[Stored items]
###

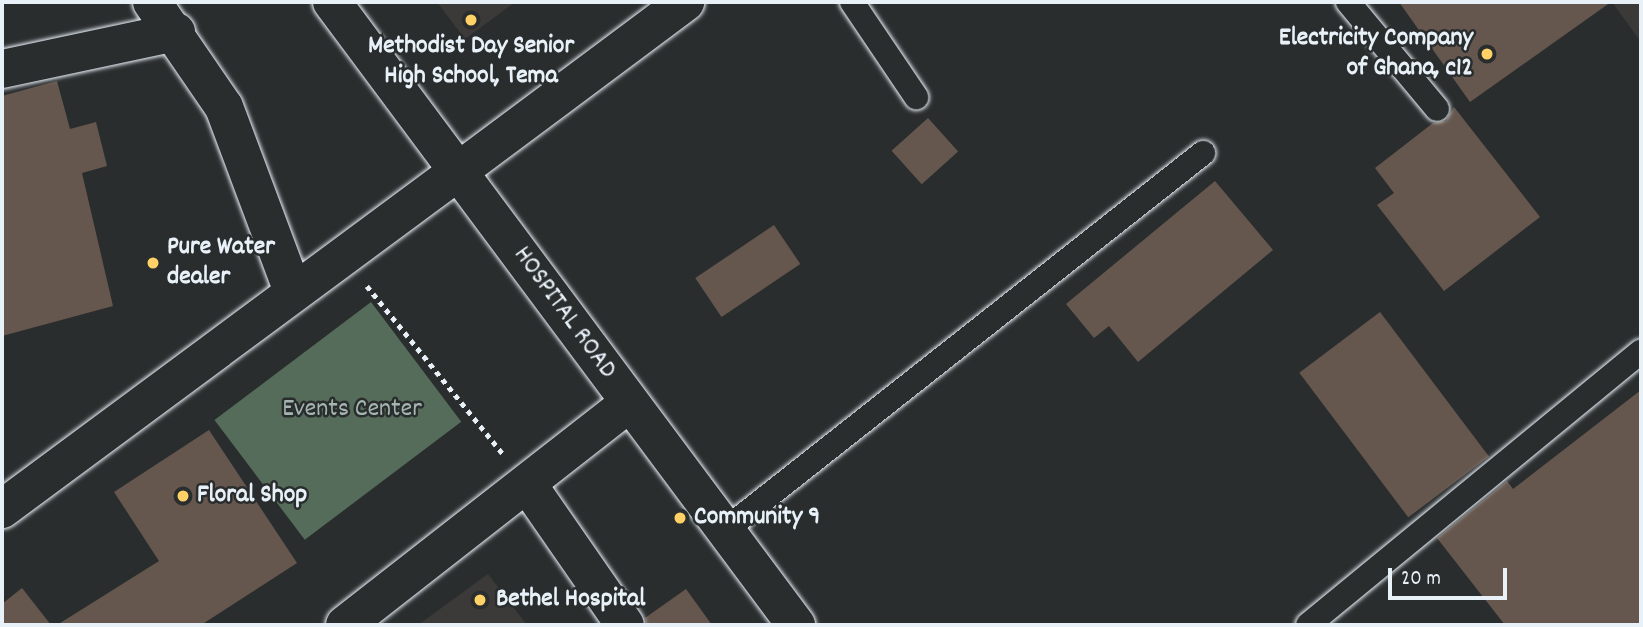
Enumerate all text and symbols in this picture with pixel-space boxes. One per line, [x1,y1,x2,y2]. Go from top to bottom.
marker: Methodist Day Senior High School, Tema [463,12,479,28]
place label: Electricity Company of Ghana, c12 [1279,23,1473,84]
place label: Methodist Day Senior High School, Tema [368,31,574,92]
marker: Electricity Company of Ghana, c12 [1479,46,1495,62]
place label: Pure Water dealer [167,232,275,294]
street label: HOSPITAL ROAD [506,241,622,385]
marker: Pure Water dealer [145,255,161,271]
park label: Events Center [282,394,422,426]
place label: Floral Shop [197,480,307,512]
marker: Floral Shop [175,488,191,504]
place label: Community 9 [694,502,820,534]
marker: Community 9 [672,510,688,526]
scale bar [1391,554,1510,598]
text: 20 m [1401,565,1441,595]
place label: Bethel Hospital [496,584,645,616]
marker: Bethel Hospital [470,590,490,610]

###

### PROBLEM REQUIREMENTS
The answer must be the full set of records, repeated exactly, with no pictures.

### FINISHED EXERCISE
Enumerate all text and symbols in this picture with pixel-space boxes. One per line, [x1,y1,x2,y2]. Go from top to bottom.
marker: Methodist Day Senior High School, Tema [463,12,479,28]
place label: Electricity Company of Ghana, c12 [1279,23,1473,84]
place label: Methodist Day Senior High School, Tema [368,31,574,92]
marker: Electricity Company of Ghana, c12 [1479,46,1495,62]
place label: Pure Water dealer [167,232,275,294]
street label: HOSPITAL ROAD [506,241,622,385]
marker: Pure Water dealer [145,255,161,271]
park label: Events Center [282,394,422,426]
place label: Floral Shop [197,480,307,512]
marker: Floral Shop [175,488,191,504]
place label: Community 9 [694,502,820,534]
marker: Community 9 [672,510,688,526]
scale bar [1391,554,1510,598]
text: 20 m [1401,565,1441,595]
place label: Bethel Hospital [496,584,645,616]
marker: Bethel Hospital [470,590,490,610]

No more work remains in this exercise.